By punting appropriations until mid-December, Congress has bought itself additional time to negotiate an omnibus spending bill in the lame duck session following the midterm elections. Senate Appropriations Chair Leahy and Vice Chair Richard Shelby (R-AL) are both retiring at the end of this year, meaning both have a vested interest in coming to a deal given that it's their last bite at the apple to have their funding priorities reflected in a final bill.
However, the upcoming midterms could complicate matters. Most election forecasters believe that Republicans will take control of the House next Congress. House Republican Leader Kevin McCarthy (R-CA) would reportedly prefer to pass a final FY23 spending package in December and begin the next Congress with a clean slate. However, he is already getting pressure from his right flank to reject any Democrat-led lame-duck spending bills, and instead pass another CR into next year, giving Republicans increased leverage over the final spending allocations.
This pressure would only increase if Republicans also win enough seats in November to take back the Senate. Complicating matters further, though, is the possibility that control of the Senate could come down to the Senate race in Georgia, which could go to a runoff to be decided on December 6 “ a scenario that could result in more delays.

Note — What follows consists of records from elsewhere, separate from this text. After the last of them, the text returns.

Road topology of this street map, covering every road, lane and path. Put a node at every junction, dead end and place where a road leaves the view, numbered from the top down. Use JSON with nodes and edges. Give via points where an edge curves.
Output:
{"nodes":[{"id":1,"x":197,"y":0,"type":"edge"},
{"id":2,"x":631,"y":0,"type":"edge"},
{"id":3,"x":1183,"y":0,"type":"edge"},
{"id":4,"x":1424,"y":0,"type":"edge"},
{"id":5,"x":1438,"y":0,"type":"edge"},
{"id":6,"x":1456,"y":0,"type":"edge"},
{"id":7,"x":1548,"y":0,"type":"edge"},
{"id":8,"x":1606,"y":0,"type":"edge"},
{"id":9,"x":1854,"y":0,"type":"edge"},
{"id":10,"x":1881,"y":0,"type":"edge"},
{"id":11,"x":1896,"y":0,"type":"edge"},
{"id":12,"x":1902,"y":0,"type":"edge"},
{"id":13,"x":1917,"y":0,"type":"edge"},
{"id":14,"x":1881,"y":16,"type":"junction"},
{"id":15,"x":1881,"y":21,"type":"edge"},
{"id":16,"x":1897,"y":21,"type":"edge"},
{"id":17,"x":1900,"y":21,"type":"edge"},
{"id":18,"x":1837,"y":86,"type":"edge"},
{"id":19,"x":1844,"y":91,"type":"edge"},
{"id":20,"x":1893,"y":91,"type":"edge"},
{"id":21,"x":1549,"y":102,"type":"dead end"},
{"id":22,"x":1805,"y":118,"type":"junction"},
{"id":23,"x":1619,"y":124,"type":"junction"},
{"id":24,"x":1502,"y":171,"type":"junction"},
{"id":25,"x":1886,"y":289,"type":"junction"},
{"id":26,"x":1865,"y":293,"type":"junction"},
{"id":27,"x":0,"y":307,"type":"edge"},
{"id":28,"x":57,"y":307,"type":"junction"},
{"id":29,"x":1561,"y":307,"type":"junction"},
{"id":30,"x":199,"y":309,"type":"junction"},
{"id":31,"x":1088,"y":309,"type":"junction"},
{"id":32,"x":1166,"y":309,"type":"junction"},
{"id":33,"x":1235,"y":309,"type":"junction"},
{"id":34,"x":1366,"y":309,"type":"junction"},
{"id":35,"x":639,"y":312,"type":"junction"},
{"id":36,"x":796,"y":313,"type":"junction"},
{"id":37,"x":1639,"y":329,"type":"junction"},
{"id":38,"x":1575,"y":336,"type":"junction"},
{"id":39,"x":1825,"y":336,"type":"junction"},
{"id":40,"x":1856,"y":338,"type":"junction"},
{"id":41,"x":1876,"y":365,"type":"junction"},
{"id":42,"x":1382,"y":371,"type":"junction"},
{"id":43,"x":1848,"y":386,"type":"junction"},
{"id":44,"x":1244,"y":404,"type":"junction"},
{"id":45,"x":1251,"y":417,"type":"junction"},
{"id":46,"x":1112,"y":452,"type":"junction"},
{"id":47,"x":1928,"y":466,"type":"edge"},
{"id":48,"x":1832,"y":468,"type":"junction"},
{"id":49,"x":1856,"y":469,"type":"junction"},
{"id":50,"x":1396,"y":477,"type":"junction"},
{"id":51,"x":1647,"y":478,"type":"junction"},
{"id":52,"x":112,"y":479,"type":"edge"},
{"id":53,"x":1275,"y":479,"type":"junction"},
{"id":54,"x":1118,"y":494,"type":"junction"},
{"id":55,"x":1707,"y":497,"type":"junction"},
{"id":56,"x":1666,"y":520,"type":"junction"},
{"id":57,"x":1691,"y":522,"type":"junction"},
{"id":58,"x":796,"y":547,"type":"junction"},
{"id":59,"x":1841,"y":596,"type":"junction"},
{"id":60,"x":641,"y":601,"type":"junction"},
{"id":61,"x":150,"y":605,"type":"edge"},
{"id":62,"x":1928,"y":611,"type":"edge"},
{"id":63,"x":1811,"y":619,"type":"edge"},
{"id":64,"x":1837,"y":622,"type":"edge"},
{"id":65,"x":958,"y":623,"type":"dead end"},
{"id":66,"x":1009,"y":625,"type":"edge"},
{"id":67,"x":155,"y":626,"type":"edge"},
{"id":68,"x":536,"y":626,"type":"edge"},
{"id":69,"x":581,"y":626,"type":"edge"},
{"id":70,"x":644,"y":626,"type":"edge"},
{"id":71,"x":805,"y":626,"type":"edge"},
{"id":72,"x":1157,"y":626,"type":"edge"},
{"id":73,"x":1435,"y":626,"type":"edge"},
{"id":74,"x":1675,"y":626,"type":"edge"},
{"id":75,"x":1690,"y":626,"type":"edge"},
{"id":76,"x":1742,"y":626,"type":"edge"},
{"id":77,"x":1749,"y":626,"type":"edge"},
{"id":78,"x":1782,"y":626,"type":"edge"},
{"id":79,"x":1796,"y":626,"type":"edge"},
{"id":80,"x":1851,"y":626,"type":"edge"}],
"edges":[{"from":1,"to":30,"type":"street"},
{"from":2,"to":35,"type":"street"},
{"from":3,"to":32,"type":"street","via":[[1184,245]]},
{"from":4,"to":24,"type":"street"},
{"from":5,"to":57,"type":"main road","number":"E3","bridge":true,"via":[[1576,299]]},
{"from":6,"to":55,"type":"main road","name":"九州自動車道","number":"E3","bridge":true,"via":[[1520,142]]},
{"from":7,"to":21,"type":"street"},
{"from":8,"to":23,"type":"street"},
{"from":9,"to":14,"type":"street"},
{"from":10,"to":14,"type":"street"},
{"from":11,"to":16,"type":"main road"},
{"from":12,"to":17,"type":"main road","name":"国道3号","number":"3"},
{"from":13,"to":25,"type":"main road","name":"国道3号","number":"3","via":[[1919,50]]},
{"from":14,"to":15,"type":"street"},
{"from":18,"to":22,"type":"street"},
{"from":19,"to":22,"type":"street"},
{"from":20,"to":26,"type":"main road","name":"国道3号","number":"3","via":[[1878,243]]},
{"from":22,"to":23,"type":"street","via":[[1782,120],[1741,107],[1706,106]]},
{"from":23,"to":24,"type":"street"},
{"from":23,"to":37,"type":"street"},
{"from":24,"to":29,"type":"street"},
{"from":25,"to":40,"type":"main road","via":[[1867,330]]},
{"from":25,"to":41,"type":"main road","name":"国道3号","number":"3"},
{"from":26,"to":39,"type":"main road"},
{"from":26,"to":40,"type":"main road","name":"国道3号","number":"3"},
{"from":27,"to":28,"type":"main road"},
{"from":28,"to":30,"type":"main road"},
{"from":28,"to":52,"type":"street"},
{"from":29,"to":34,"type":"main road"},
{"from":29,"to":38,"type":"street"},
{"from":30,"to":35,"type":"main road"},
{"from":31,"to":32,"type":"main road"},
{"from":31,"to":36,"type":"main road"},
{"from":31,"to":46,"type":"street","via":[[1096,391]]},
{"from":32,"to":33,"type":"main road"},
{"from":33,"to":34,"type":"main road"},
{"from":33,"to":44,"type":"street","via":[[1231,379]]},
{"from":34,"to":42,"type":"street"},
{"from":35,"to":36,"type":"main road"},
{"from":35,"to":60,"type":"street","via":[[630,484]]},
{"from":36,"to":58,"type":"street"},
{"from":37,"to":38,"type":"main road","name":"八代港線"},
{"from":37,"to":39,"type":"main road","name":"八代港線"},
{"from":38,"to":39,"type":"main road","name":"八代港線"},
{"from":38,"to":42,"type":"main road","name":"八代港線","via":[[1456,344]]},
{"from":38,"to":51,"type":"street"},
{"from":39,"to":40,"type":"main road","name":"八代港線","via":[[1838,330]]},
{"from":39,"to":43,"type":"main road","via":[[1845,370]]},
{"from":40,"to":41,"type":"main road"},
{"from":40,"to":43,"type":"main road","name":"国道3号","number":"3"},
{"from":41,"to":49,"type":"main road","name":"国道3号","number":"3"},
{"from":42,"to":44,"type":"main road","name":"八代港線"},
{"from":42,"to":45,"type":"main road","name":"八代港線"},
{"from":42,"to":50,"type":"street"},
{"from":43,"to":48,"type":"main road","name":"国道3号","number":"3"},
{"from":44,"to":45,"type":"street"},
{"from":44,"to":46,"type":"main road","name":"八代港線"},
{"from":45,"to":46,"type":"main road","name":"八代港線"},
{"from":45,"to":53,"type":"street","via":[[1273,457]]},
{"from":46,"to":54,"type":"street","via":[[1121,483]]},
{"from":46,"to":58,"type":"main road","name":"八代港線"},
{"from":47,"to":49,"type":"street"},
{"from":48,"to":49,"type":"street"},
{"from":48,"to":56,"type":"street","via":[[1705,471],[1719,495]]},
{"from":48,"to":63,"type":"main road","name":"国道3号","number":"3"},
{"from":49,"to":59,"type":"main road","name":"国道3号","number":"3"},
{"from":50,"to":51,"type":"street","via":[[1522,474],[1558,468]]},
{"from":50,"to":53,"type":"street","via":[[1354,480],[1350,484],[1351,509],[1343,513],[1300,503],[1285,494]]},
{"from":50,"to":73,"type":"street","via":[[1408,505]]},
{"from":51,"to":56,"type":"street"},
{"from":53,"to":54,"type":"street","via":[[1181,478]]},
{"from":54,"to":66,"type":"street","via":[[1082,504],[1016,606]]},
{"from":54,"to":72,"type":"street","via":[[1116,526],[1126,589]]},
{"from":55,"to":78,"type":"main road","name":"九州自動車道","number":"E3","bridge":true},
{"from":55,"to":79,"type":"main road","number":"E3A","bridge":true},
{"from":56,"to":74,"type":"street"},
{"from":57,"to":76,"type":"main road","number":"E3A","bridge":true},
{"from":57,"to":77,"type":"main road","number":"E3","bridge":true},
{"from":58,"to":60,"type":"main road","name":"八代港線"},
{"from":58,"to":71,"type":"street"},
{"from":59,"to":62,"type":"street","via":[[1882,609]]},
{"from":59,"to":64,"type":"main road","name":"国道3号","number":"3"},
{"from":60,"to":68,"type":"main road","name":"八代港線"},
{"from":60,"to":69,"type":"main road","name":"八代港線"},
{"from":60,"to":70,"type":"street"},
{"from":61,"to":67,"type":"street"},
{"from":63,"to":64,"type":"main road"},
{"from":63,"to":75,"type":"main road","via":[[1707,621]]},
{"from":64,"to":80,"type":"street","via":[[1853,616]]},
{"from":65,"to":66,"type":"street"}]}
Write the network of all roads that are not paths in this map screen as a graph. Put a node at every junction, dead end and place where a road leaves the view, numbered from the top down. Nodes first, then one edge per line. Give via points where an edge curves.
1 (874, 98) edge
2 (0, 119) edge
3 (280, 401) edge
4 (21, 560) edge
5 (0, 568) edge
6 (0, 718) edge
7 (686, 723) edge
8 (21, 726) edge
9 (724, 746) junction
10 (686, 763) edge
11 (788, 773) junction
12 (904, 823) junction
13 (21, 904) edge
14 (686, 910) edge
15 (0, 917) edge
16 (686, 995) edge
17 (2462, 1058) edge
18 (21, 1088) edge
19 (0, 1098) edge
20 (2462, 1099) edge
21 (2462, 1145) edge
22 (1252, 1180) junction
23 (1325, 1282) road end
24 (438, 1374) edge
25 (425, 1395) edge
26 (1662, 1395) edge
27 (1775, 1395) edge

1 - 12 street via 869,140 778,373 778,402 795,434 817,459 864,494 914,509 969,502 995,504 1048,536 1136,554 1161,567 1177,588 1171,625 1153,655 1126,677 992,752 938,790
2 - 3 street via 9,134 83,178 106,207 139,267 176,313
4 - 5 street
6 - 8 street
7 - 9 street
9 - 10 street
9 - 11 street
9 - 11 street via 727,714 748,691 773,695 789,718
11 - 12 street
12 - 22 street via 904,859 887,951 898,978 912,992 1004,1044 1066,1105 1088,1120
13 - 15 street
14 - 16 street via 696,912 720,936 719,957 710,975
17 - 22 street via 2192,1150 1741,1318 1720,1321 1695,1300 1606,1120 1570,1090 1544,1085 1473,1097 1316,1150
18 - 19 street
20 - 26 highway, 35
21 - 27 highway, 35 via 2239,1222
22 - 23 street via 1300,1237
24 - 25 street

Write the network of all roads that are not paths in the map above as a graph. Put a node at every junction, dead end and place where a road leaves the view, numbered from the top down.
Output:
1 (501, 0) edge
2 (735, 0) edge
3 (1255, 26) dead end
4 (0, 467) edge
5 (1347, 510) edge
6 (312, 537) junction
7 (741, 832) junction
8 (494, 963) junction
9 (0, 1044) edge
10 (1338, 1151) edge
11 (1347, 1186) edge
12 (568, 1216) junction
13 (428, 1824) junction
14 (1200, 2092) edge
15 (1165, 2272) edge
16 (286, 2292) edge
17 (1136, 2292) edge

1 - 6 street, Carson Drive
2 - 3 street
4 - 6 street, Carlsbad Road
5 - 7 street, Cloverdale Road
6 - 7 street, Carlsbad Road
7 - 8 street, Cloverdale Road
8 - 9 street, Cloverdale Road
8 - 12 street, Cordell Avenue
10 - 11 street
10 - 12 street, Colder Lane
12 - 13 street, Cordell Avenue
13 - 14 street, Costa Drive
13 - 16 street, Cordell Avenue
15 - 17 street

Regardless of how things ultimately play out, airports continue to be in a strong position on our priorities in the pending FY23 spending bills that have worked their way through the process to this point. The House and Senate versions of the FY23 DOT/FAA spending bill proposed $3.35 billion for AIP, between $272.6 million and $517 million for supplemental AIP funding, and at least a $10 million increase for the Contract Tower Program. Additionally, the House and Senate versions of the FY23 DHS spending bill both propose $94.1 million for TSA to continue to staff exit lanes and full funding for LEO reimbursement grants.